Please keep the pictures out and write out exactly the lines from the first in the data below through the one containing "context.font = font", both included.

Supplied information START

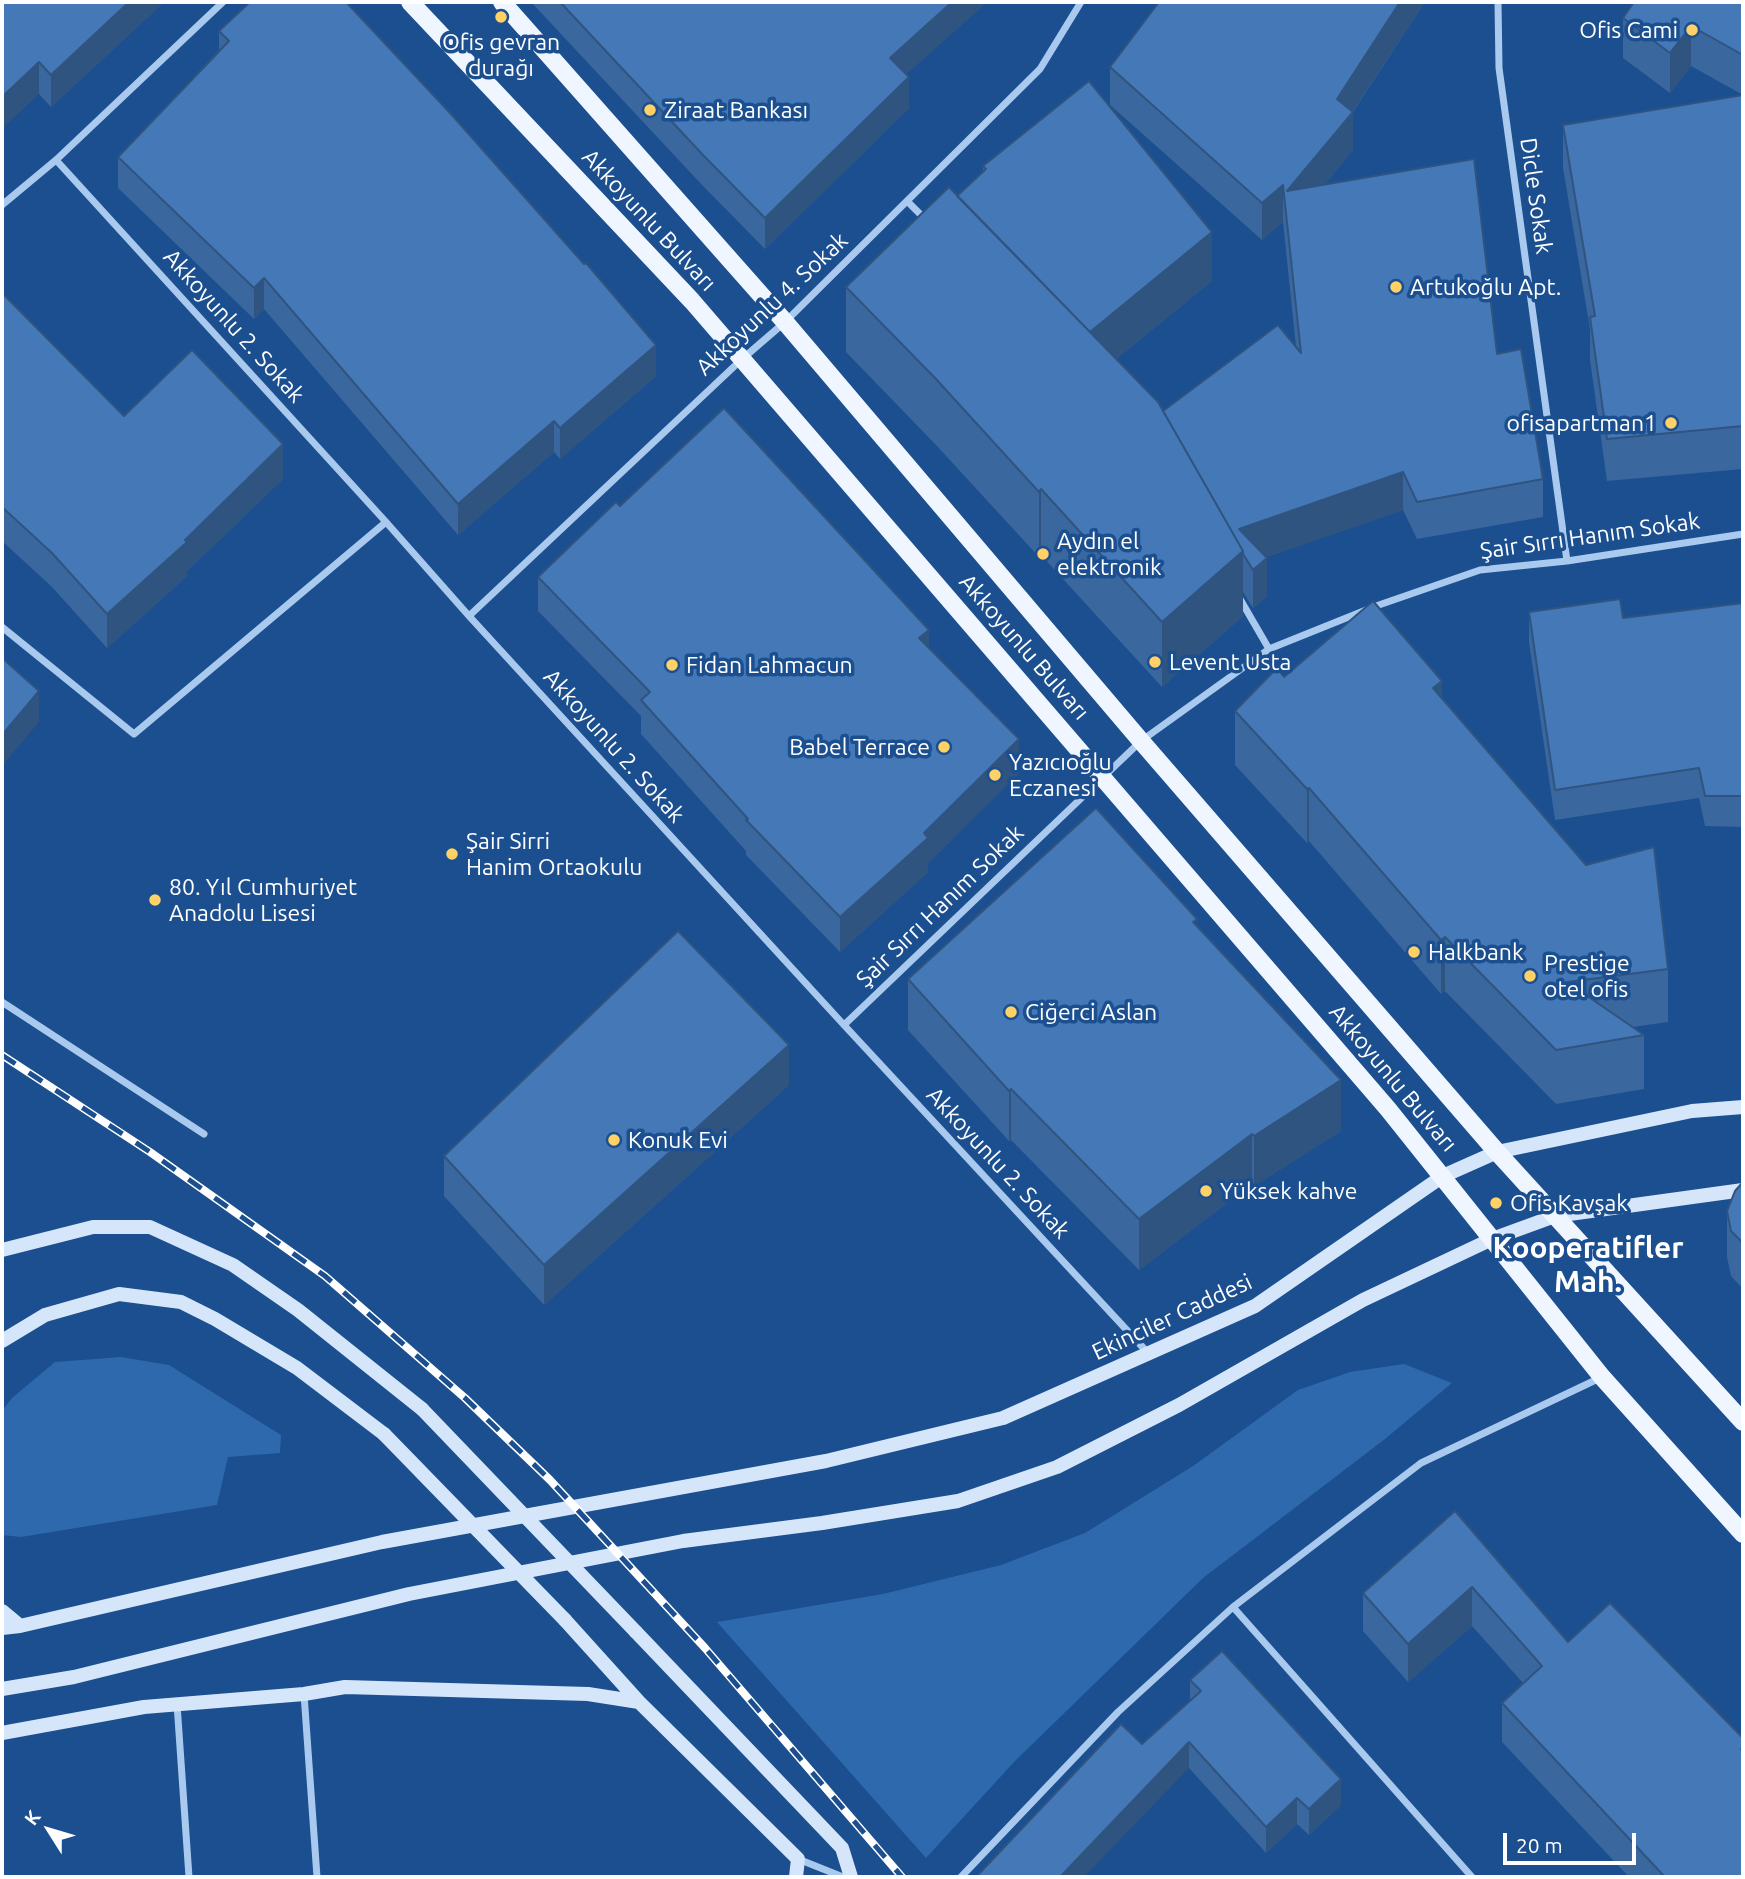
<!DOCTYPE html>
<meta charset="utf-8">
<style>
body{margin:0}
#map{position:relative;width:1745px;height:1879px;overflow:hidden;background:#1b4f8f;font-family:Ubuntu,sans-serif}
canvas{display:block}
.frame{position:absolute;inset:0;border:4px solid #fff;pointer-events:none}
.north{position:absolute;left:14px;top:1795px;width:70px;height:70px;-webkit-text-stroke:5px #1b4f8f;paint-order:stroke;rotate:307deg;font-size:19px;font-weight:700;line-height:28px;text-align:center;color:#fff}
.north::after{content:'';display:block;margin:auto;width:24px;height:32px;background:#fff;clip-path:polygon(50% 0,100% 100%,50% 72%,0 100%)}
.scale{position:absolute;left:1503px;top:1833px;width:133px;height:32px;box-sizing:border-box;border:4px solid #fff;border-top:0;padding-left:9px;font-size:21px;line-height:24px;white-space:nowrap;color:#fff;-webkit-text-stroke:5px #1b4f8f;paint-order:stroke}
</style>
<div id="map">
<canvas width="1745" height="1879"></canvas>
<div class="frame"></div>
<div class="north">K</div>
<div class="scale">20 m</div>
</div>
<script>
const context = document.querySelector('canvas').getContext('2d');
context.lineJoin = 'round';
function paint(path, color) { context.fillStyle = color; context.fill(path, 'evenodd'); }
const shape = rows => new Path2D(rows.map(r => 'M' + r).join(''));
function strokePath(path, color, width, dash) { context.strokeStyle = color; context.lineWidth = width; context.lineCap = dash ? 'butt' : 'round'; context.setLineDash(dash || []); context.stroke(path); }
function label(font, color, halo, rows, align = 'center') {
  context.font = font + ' Ubuntu,sans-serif'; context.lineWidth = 7; context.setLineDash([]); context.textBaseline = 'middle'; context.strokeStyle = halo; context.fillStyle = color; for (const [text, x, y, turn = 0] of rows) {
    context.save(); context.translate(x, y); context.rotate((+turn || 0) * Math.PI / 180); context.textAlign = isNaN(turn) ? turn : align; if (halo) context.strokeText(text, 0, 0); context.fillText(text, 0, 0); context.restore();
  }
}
paint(shape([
 [121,1357,169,1365,281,1435,280,1453,228,1457,217,1505,21,1537,2,1535,2,1411,12,1398,55,1362],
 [1404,1364,1452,1383,1385,1439,1203,1578,1014,1762,926,1858,717,1622,883,1594,1001,1565,1085,1533,1193,1466,1298,1390,1350,1372]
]), '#2e69ad');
strokePath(shape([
 [1498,2,1499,68,1567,561],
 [56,160,386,522,469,616,844,1025,1149,1354],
 [907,201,926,220],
 [2,205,56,160,223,2],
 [1240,599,1269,649],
 [469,616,741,360,785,322,1040,69,1081,2],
 [2,627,134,734,386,522],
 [2,1002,204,1134],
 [844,1025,1141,741,1269,649,1376,606,1480,570,1567,561,1743,534],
 [1233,1607,1472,1877],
 [304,1694,317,1877],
 [177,1704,189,1877],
 [798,1859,843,1877],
 [961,1877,1118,1712,1233,1607,1421,1463,1602,1377]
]), '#a9c9ee', 7);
strokePath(shape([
 [2,1250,93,1227,150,1227,233,1265,298,1310,422,1409],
 [2,1341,45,1315,119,1294,181,1302,215,1319,297,1368,384,1434],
 [2,1611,20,1626],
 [565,1620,639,1702,798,1859,796,1877],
 [2,1628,20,1626,382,1542,826,1461,1003,1418,1255,1306,1443,1176,1497,1152,1692,1111,1743,1107],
 [636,1632,842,1848,851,1877],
 [2,1689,74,1677,409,1594,683,1541,822,1523,958,1501,1057,1467,1179,1405,1363,1300,1492,1239,1555,1216,1743,1190],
 [2,1733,144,1707,304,1694,345,1687,588,1694,639,1702]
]), '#d6e6fa', 14);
strokePath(shape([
 [410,2,692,301,1388,1109,1602,1377,1743,1534],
 [502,2,785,322,1141,741,1497,1152,1743,1422]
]), '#f0f6ff', 18);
const rail = shape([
 [2,1055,150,1152,325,1276,465,1398,550,1480,705,1648,902,1877]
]);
strokePath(rail, '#fff', 8);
strokePath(rail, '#1b4f8f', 5, [16]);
strokePath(shape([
 [422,1409,636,1632],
 [384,1434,565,1620]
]), '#d6e6fa', 14);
paint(shape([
 [2,2,164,2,51,107,39,94],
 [531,2,987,2,906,74,909,108,765,249,703,186],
 [1159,2,1425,2,1353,112,1353,150,1324,185,1497,354,1543,479,1543,517,1417,539,1403,510,1266,557,1267,596,1253,608,1243,592,1243,616,1162,687,1041,555,1039,557,936,445,846,352,846,287,957,196,983,171,983,166,1212,281,1116,359,1163,411,1296,347,1283,222,1262,240,1110,105,1110,67],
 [1743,2,1743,95,1691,66,1670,93,1623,58,1623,18],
 [219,31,656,376,560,459,554,452,458,535,264,309,254,319,118,188,118,157,219,50],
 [1743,95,1743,469,1607,481,1590,360,1590,329,1563,168,1563,125],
 [2,293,124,416,283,479,187,571,187,576,107,648,52,587,2,541],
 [620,506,929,648,1019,773,928,863,928,872,840,952,746,855,746,851,641,734,641,716,538,611,538,577],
 [1743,603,1743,827,1705,826,1699,798,1555,820,1529,642,1529,612,1623,618],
 [1284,677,1442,698,1668,969,1668,1022,1633,1027,1644,1035,1644,1089,1556,1104,1445,991,1441,994,1309,841,1307,843,1235,765,1235,711],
 [1197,925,1341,1131,1254,1186,1252,1184,1139,1270,1011,1140,1009,1141,908,1030,908,979],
 [789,1085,544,1305,444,1196,444,1156],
 [1743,1182,1743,1289,1731,1276,1727,1257,1727,1211],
 [1455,1511,1743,1877,1629,1877,1502,1742,1502,1703,1523,1683,1472,1626,1408,1682,1363,1631,1363,1593],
 [1190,1680,1341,1805,1309,1835,1297,1824,1266,1853,1189,1768,1142,1744,1190,1701]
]), '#3a679d');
paint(shape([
 [129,2,164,2,51,107,51,75],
 [952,2,987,2,890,89,890,58],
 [1400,2,1425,2,1351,114,1353,112,1353,150,1288,228,1287,191,1337,99],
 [1691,26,1691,66,1670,93,1670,53],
 [39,62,39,94,2,129,2,97],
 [909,77,909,108,765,249,765,218],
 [1283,185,1283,222,1262,240,1262,203],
 [1212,232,1212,281,1090,380,1090,332],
 [264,278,264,309,254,319,254,288],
 [656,345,656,376,560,459,560,428],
 [554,421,554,452,458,535,458,504],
 [283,444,283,479,187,571,187,576,107,648,107,614],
 [1403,472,1403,510,1249,563,1243,554,1243,616,1162,687,1162,622,1239,529],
 [1041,489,1041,555,1039,557,1039,492],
 [1267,558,1267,596,1253,608,1253,570],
 [929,630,929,664,919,638],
 [1442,681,1442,735,1433,688],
 [39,691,39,722,2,766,2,735],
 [1019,739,1019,773,928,863,928,872,840,952,840,917],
 [1309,788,1309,841,1307,843,1307,789],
 [1445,937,1445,991,1441,994,1441,940],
 [789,1045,789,1085,544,1305,544,1265],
 [1341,1080,1341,1131,1254,1186,1254,1136],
 [1011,1089,1011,1140,1009,1141,1009,1091],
 [1252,1134,1252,1184,1139,1270,1139,1219],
 [1472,1587,1472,1626,1408,1682,1408,1644],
 [1189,1742,1189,1768,1084,1877,1060,1877],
 [1341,1779,1341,1805,1309,1835,1309,1809],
 [1297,1798,1297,1824,1266,1853,1266,1827]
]), '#305480');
const building = shape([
 [2,2,129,2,51,75,39,62,2,97,2,2],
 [250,2,346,2,451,114,584,264,586,263,656,345,560,428,554,421,458,504,264,278,254,288,118,157,229,41,219,31,250,2],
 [560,2,952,2,890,58,909,77,765,218,703,155,560,2],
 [1159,2,1400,2,1337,99,1353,112,1287,191,1474,159,1497,354,1521,349,1543,479,1417,502,1403,472,1239,529,1267,558,1253,570,1243,554,1243,551,1163,411,1278,325,1301,353,1283,185,1262,203,1110,67,1159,2],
 [1634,2,1743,2,1743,55,1691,26,1670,53,1623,18,1634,2],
 [1089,81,1212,232,1090,332,957,196,986,169,983,166,1089,81],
 [1743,95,1743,426,1607,439,1590,317,1595,316,1563,125,1743,95],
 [949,187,1158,402,1243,551,1162,622,1041,489,1039,492,936,379,846,287,949,187],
 [2,293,124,416,192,350,283,444,185,540,187,542,107,614,52,553,2,507,2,293],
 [724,408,929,630,919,638,1019,739,924,833,928,838,840,917,746,820,748,819,641,700,650,692,538,577,616,502,620,506,724,408],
 [1620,599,1623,618,1743,603,1743,796,1705,796,1699,768,1555,790,1529,612,1620,599],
 [1373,601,1442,681,1433,688,1586,865,1654,847,1668,969,1567,982,1644,1035,1556,1050,1445,937,1441,940,1309,788,1307,789,1235,711,1277,668,1284,677,1373,601],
 [2,658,39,691,2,735,2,658],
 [1096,808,1197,919,1193,922,1341,1080,1254,1136,1252,1134,1139,1219,1011,1089,1009,1091,908,979,1096,808],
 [678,931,789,1045,544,1265,444,1156,678,931],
 [1743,1182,1743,1243,1731,1231,1727,1211,1735,1191,1743,1182],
 [1455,1511,1568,1642,1610,1603,1743,1738,1743,1748,1741,1749,1743,1751,1743,1877,1665,1877,1502,1703,1542,1666,1472,1587,1408,1644,1363,1593,1455,1511],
 [1222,1651,1341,1779,1309,1809,1297,1798,1266,1827,1189,1742,1060,1877,976,1877,1121,1724,1142,1744,1201,1691,1190,1680,1222,1651]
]);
paint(building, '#4478b7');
strokePath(building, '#305480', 2);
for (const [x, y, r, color] of [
 [501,17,7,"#ffd166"],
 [1692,30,7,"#ffd166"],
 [650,110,7,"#ffd166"],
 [1396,287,7,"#ffd166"],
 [1671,423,7,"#ffd166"],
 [1043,554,7,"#ffd166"],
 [1155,662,7,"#ffd166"],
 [672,665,7,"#ffd166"],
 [944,747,7,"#ffd166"],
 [995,775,7,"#ffd166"],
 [452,854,7,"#ffd166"],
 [155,900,7,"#ffd166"],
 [1414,952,7,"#ffd166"],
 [1530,976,7,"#ffd166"],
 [1011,1012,7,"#ffd166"],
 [614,1140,7,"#ffd166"],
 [1206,1191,7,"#ffd166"],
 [1496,1203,7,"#ffd166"]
]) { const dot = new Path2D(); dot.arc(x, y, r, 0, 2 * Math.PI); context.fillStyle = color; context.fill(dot); strokePath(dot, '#1b4f8f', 2.5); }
label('23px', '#fff', '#1b4f8f', [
 ["Ofis Cami",1678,30,"right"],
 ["Ofis gevran",501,42,"center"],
 ["durağı",501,68,"center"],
 ["Ziraat Bankası",664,110],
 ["Artukoğlu Apt.",1410,287],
 ["ofisapartman1",1657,423,"right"],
 ["Aydın el",1057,541],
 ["elektronik",1057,567],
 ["Levent Usta",1169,662],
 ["Fidan Lahmacun",686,665],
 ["Babel Terrace",930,747,"right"],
 ["Yazıcıoğlu",1009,762],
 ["Eczanesi",1009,788],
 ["Şair Sirri",466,841],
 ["Hanim Ortaokulu",466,867],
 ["80. Yıl Cumhuriyet",169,887],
 ["Anadolu Lisesi",169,913],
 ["Halkbank",1428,952],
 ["Prestige",1544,963],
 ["otel ofis",1544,989],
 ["Ciğerci Aslan",1025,1012],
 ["Konuk Evi",628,1140],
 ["Yüksek kahve",1220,1191],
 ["Ofis Kavşak",1510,1203]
], 'left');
label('23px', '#fff', '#1b4f8f', [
 ["Dicle Sokak",1536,196,82],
 ["Akkoyunlu Bulvarı",649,220,47],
 ["Akkoyunlu 4. Sokak",772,304,-43],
 ["Akkoyunlu 2. Sokak",234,326,48],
 ["Şair Sırrı Hanım Sokak",1590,536,-8],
 ["Akkoyunlu Bulvarı",1024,647,49],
 ["Akkoyunlu 2. Sokak",614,746,48],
 ["Şair Sırrı Hanım Sokak",940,906,-44],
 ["Akkoyunlu Bulvarı",1393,1078,50],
 ["Akkoyunlu 2. Sokak",998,1163,47],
 ["Ekinciler Caddesi",1172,1317,-25]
]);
label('bold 30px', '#fff', '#1b4f8f', [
 ["Kooperatifler",1588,1248],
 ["Mah.",1588,1282]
]);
</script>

Supplied information END

• Task answer:
<!DOCTYPE html>
<meta charset="utf-8">
<style>
body{margin:0}
#map{position:relative;width:1745px;height:1879px;overflow:hidden;background:#1b4f8f;font-family:Ubuntu,sans-serif}
canvas{display:block}
.frame{position:absolute;inset:0;border:4px solid #fff;pointer-events:none}
.north{position:absolute;left:14px;top:1795px;width:70px;height:70px;-webkit-text-stroke:5px #1b4f8f;paint-order:stroke;rotate:307deg;font-size:19px;font-weight:700;line-height:28px;text-align:center;color:#fff}
.north::after{content:'';display:block;margin:auto;width:24px;height:32px;background:#fff;clip-path:polygon(50% 0,100% 100%,50% 72%,0 100%)}
.scale{position:absolute;left:1503px;top:1833px;width:133px;height:32px;box-sizing:border-box;border:4px solid #fff;border-top:0;padding-left:9px;font-size:21px;line-height:24px;white-space:nowrap;color:#fff;-webkit-text-stroke:5px #1b4f8f;paint-order:stroke}
</style>
<div id="map">
<canvas width="1745" height="1879"></canvas>
<div class="frame"></div>
<div class="north">K</div>
<div class="scale">20 m</div>
</div>
<script>
const context = document.querySelector('canvas').getContext('2d');
context.lineJoin = 'round';
function paint(path, color) { context.fillStyle = color; context.fill(path, 'evenodd'); }
const shape = rows => new Path2D(rows.map(r => 'M' + r).join(''));
function strokePath(path, color, width, dash) { context.strokeStyle = color; context.lineWidth = width; context.lineCap = dash ? 'butt' : 'round'; context.setLineDash(dash || []); context.stroke(path); }
function label(font, color, halo, rows, align = 'center') {
  context.font = font + ' Ubuntu,sans-serif'; context.lineWidth = 7; context.setLineDash([]); context.textBaseline = 'middle'; context.strokeStyle = halo; context.fillStyle = color; for (const [text, x, y, turn = 0] of rows) {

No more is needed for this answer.